Three-CTE pipeline + window SUM with PARTITION BY for cumulative cohort loss progression
Vintage curve for the loss-forecasting deck. By vintage year and months-to-charge-off (the gap between funded_date and closed_date for charge_off loans), build a cumulative loss curve. Six columns: `vintage_year`, `months_to_co`, `co_count` (chargeoffs at this exact month-mark), `cum_co` (running total within the vintage), `vintage_size` (total loans in the vintage, denominator), `cum_co_rate` (running CO rate, 4 decimals). Filter `funded_date >= '2024-11-01'`. Sort by vintage_year ascending, then months_to_co ascending.
| Column | Type | Key |
|---|---|---|
| origination_id | INT | PK |
| app_id | INT | FK → lending_applications |
| account_id | INT | FK → retail_accounts |
| funded_date | TEXT | |
| funded_amount | REAL | |
| term_months | INT | |
| interest_rate | REAL | |
| rate_type | TEXT | |
| arm_reset_date | TEXT | |
| fico_at_orig | INT | |
| dti_at_orig | REAL | |
| ltv_at_orig | REAL | |
| property_value | REAL | |
| lo_name | TEXT | |
| channel | TEXT | |
| current_status | TEXT | |
| closed_date | TEXT |
Each hint you reveal reduces the XP you can earn. Try the query first.
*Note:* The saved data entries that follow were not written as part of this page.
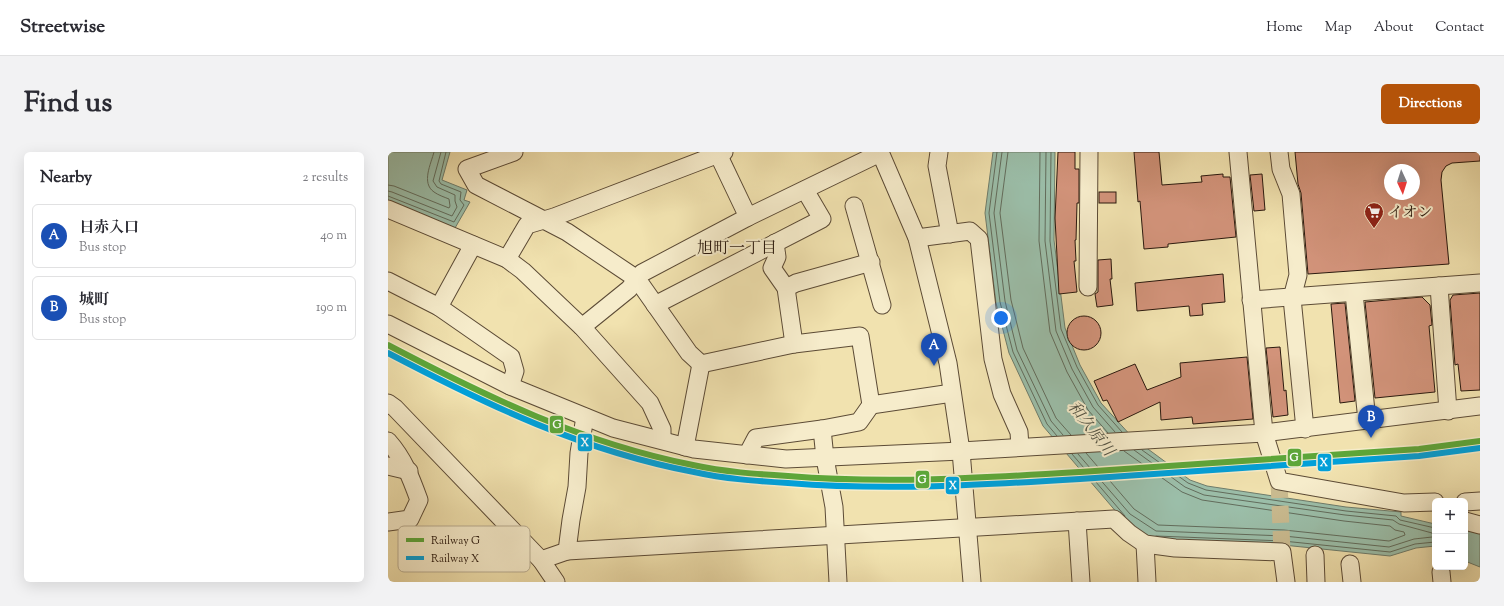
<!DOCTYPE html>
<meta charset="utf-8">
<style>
:root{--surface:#fff;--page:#f2f2f3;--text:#2b2b33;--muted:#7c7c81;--line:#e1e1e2;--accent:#b45309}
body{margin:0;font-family:"Sorts Mill Goudy","Noto Serif JP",serif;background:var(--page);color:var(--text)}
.controls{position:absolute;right:12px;bottom:12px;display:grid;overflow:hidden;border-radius:6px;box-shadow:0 4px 16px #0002}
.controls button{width:36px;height:36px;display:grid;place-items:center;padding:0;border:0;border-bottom:1px solid var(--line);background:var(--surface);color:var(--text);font:20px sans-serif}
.compass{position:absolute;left:996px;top:12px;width:36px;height:36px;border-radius:50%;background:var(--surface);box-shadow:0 4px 16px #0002;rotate:176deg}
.you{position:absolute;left:613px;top:166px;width:14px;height:14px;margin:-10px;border:3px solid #fff;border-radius:50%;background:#1a73e8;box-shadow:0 0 0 6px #1a73e833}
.badge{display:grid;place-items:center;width:26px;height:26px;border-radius:50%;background:var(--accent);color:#fff;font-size:13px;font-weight:700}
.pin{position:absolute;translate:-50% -33px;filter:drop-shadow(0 1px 2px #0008)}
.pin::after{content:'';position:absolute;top:21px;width:14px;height:12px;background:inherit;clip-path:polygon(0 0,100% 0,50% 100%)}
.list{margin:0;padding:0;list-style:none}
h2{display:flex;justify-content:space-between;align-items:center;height:52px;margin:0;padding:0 16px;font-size:17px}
h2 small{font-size:13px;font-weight:400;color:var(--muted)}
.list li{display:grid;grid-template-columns:26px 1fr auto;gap:12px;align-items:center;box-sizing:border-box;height:64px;margin:0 8px 8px;padding:0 8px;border:1px solid var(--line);border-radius:6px}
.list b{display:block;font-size:15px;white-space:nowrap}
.list p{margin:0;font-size:13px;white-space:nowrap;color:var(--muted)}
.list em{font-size:13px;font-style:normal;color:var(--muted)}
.map{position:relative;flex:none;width:1092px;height:430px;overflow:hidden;border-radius:6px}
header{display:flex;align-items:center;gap:24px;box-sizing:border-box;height:56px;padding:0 20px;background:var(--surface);border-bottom:1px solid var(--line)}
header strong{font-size:19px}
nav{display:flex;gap:22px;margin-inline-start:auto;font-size:14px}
.intro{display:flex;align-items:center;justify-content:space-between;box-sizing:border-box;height:96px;padding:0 24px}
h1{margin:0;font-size:28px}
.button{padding:10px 18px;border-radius:6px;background:var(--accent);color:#fff;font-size:14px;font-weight:700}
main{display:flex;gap:24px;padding:0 24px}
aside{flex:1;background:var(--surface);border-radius:6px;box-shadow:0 4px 16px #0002}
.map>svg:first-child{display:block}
.water{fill:#9bbea9;stroke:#6e7c6b}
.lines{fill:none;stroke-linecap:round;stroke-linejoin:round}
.shore{stroke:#626c5c;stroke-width:1}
.building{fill:#d2937a;stroke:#2a190e;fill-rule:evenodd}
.minor-tunnel{stroke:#c9ba8f;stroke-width:17;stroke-dasharray:17 8;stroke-linecap:butt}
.minor-casing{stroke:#5c4b36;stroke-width:19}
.minor{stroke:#f6eccb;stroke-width:17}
.rail-1-casing{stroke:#f6eccb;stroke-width:9}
.rail-2-casing{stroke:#f6eccb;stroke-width:9}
.rail-1{stroke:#5da639;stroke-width:6}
.rail-2{stroke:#02a0d8;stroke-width:6}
.labels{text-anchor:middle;stroke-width:4;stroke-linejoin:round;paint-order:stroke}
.poi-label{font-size:15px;fill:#2a190e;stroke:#f6eccb;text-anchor:start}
.neighbourhood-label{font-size:16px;fill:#2a190e;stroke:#f6eccb}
.water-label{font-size:16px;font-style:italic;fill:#525344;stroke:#f6eccb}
.key{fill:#f6eccb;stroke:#b9ad92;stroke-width:1}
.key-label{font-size:11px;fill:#2a190e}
.line-badge{stroke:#f6eccb;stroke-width:1.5}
.badge-label{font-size:11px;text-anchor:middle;font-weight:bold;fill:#fff}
</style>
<header>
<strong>Streetwise</strong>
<nav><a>Home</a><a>Map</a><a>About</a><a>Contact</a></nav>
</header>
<div class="intro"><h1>Find us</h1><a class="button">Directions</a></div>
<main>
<aside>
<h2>Nearby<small>2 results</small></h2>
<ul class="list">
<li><span class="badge" style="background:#1a4fb4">A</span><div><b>日赤入口</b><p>Bus stop</p></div><em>40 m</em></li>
<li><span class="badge" style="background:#1a4fb4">B</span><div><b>城町</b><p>Bus stop</p></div><em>190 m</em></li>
</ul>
</aside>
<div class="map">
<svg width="1092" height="430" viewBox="0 0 1092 430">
<rect width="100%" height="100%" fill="#f1e2af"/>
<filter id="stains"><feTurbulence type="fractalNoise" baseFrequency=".005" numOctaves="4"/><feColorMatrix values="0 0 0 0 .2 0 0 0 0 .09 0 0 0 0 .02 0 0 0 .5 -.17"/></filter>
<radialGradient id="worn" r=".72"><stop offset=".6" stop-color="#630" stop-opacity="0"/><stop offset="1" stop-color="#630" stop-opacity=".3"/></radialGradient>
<g class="water">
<polygon points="0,0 62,0 54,28 79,38 76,48 82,50 67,76 0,48"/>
<polygon points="605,0 667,0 666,88 677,176 692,213 713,251 745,286 802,328 819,334 958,355 1013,360 1013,364 1047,372 1047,394 1028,396 1002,404 895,393 765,388 736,369 655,274 621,201 608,151 597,61"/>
<polygon points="1077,373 1092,380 1092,415 1077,409"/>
</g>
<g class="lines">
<g class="shore">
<polyline points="609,0 601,61 612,150 625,200 659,272 669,284"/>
<polyline points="614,0 606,61 617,149 629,198 663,269 675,283"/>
<polyline points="620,0 612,61 623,148 635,196 668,266 683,283"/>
<polyline points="652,0 651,89 662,180 679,220 700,258 720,281"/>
<polyline points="658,0 657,89 668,179 684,217 705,255 727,280"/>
<polyline points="663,0 662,89 673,177 689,215 710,253 734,280"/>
<path d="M0,33L6,34L61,56L62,54L61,47C56,45 50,43 46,40C33,31 43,12 46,0"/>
<polyline points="0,39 4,40 64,64 69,55 67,49 67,43 49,35 45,29 53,0"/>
<polyline points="0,44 66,70 76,53 72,48 73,40 53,32 51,29 58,0"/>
<polyline points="754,298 800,331 818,338 958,359 1008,364 1012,368 1047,376"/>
<polyline points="698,301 746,357 770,373 896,378 1001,389 1017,383 1016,380 1007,378 1002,374 956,369 814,348 794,340 736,299"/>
<polyline points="684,302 737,364"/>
<polyline points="690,302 742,362 768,379 896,384 1001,395 1026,387 1044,385 1045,384 1044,381 1011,372 1005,368 957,363 816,343 797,335 746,298"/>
<polyline points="768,384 895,389 1002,400 1027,392 1047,390"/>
</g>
</g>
<g class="building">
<polygon points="670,0 687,0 687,17 691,17 691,51 689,51 688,88 687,88 688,109 686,109 689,140 671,142 667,66"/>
<polygon points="746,0 771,0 774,33 814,30 813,24 835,22 835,25 842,25 848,85 780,92 780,95 756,97 752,49 750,50"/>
<path d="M907,0H1092V9L1064,11L1058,14L1054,20L1053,28L1061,112L920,122L913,41L910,32ZM1002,18H1026V42H1002Z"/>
<polygon points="874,22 877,58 866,59 862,23"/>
<rect x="711" y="40" width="17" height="11"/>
<polygon points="723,107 724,127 722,127 725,153 709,155 707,142 710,140 710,108"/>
<polygon points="835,122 837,150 814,152 815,163 802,164 801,154 749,159 747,131"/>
<polygon points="1092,141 1092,238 1073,239 1070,212 1067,213 1062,148 1065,143"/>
<polygon points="1034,145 1042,153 1044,173 1041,174 1047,240 987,246 977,150"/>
<polygon points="957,151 967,249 952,251 943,152"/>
<circle cx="696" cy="181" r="17"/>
<polygon points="892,195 896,239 898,238 900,263 885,265 878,196"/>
<polygon points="859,205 865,267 805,272 804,265 773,268 772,250 730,270 719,248 715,249 706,229 747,212 759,238 793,225 792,211"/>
</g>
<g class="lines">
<polyline class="minor-tunnel" points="891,329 894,400"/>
<g class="minor-casing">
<g id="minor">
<polyline points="126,0 79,17 88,33 179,80 249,127 301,201 313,212"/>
<polyline points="329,0 360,65"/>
<polyline points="492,0 529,86 560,211 573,299 584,430"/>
<polyline points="551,0 549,14 562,82"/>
<polyline points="850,0 876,281 891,329 1016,351 1047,350"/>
<polyline points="891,0 893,17 903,42 910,123 904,146 917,277"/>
<polyline points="466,54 494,153"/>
<polyline points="0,57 119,107 135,119 194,175 262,251 274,277 274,288"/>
<polyline points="529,86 582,79 591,87 605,207 614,242 631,280 632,295"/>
<polyline points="387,91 389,105 384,116 398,136 406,192"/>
<polyline points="119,107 139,73 166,65 336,0"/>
<polyline points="0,129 51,155 123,205 127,219 122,234"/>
<polyline points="1051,134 1060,259"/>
<polyline points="700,135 701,0"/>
<polyline points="398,136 408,131 483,110"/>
<polyline points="966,141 979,269"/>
<polyline points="863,148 1092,131"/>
<polyline points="267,153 434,67 417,38"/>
<polyline points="51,155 85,93"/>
<polyline points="0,172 122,234 225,276 306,297 398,307 573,299 876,281 1092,254"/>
<polyline points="194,175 241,137 254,121 360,65 492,1"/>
<polyline points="313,212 406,192 472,184 483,253 471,270 434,277 368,286 359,303"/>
<polyline points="0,251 7,256 153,408 168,430"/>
<polyline points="483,253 564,241"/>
<polyline points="434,277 437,306 446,355 450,430"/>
<path d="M0,289C16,307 23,326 31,348L22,367L0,370"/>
<polyline points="297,295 313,212"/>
<polyline points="0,314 21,319"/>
<polyline points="1077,350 1092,349"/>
<polyline points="689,369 693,430"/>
<polyline points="1077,369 1092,373"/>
<polyline points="757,392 759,430"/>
<polyline points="179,399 726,367 741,381 757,392 787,396 894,400 898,430"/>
<polyline points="927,403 928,430"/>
<polyline points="153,408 179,399 183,368 189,335 191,301 197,265"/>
<polyline points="962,412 964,430"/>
<polyline points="1053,420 1054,430"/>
</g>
</g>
<use href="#minor" class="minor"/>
<g class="rail-1-casing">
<path id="rail-1" d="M0,193C99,245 194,291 305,313C337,320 368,322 400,324C497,332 594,326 692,320C805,312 918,305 1031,297L1092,289"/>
</g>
<g class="rail-2-casing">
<path id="rail-2" d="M0,201C99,253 195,299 306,320C337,327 368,329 400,331C498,339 595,333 692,327C805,319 918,312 1031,304L1092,296"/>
</g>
<use href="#rail-1" class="rail-1"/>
<use href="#rail-2" class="rail-2"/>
</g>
<defs>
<g id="supermarket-pin" transform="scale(1)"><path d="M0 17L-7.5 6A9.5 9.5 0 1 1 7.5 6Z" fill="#8f2418" stroke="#f6eccb"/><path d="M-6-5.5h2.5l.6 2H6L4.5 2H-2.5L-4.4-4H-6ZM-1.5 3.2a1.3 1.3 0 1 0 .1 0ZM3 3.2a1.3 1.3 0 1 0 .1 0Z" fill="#fff"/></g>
</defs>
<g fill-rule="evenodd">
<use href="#supermarket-pin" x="986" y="60"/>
</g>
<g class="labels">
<g class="poi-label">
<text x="1000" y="65">イオン</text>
</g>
<g class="neighbourhood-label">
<text x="349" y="101">旭町一丁目</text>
</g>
<g class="water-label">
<text transform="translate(704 276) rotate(52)" y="6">和久原川</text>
</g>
</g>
<rect x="10" y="374" width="132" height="46" rx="6" class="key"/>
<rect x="18" y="386" width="18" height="4" fill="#5da639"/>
<rect x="18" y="404" width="18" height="4" fill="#02a0d8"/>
<g class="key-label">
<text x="43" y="392">Railway G</text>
<text x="43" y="410">Railway X</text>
</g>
<g class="line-badge">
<rect x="161" y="263" width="15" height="19" rx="4" fill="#5da639"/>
<rect x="189" y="281" width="16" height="19" rx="4" fill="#02a0d8"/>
<rect x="899" y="296" width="15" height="19" rx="4" fill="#5da639"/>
<rect x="929" y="301" width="15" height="19" rx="4" fill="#02a0d8"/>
<rect x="527" y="318" width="15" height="19" rx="4" fill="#5da639"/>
<rect x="557" y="324" width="15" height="19" rx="4" fill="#02a0d8"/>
</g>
<g class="badge-label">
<text x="169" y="276">G</text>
<text x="197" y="294">X</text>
<text x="906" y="309">G</text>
<text x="936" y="314">X</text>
<text x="534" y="331">G</text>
<text x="565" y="337">X</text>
</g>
<rect width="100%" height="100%" filter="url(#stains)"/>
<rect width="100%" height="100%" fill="url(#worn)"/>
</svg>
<div class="controls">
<button>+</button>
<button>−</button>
</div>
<svg class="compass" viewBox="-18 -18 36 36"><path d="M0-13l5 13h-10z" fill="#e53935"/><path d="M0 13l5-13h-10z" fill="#7c7c81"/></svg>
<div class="you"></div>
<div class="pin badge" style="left:546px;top:214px;background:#1a4fb4">A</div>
<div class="pin badge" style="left:983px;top:286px;background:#1a4fb4">B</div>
</div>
</main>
Three CTEs decompose the work: extract vintage_year and months-to-CO per charge-off loan (EXTRACT-based date arithmetic); total each vintage's size; aggregate CO counts per (vintage, month-mark).
For the running total, reach for a SUM aggregate window function. Two design choices matter: the partition (so the running total restarts per vintage rather than spilling forward across vintages), and the window frame (a running total reads from the start of the partition up through the current row — ROWS rather than RANGE handles tied month-marks cleanly).
Final JOIN to vintage_size so each row carries its denominator. Compute cum_co_rate by dividing the window-summed cumulative by the vintage total — cast to NUMERIC before ROUND or Postgres throws on `double precision`.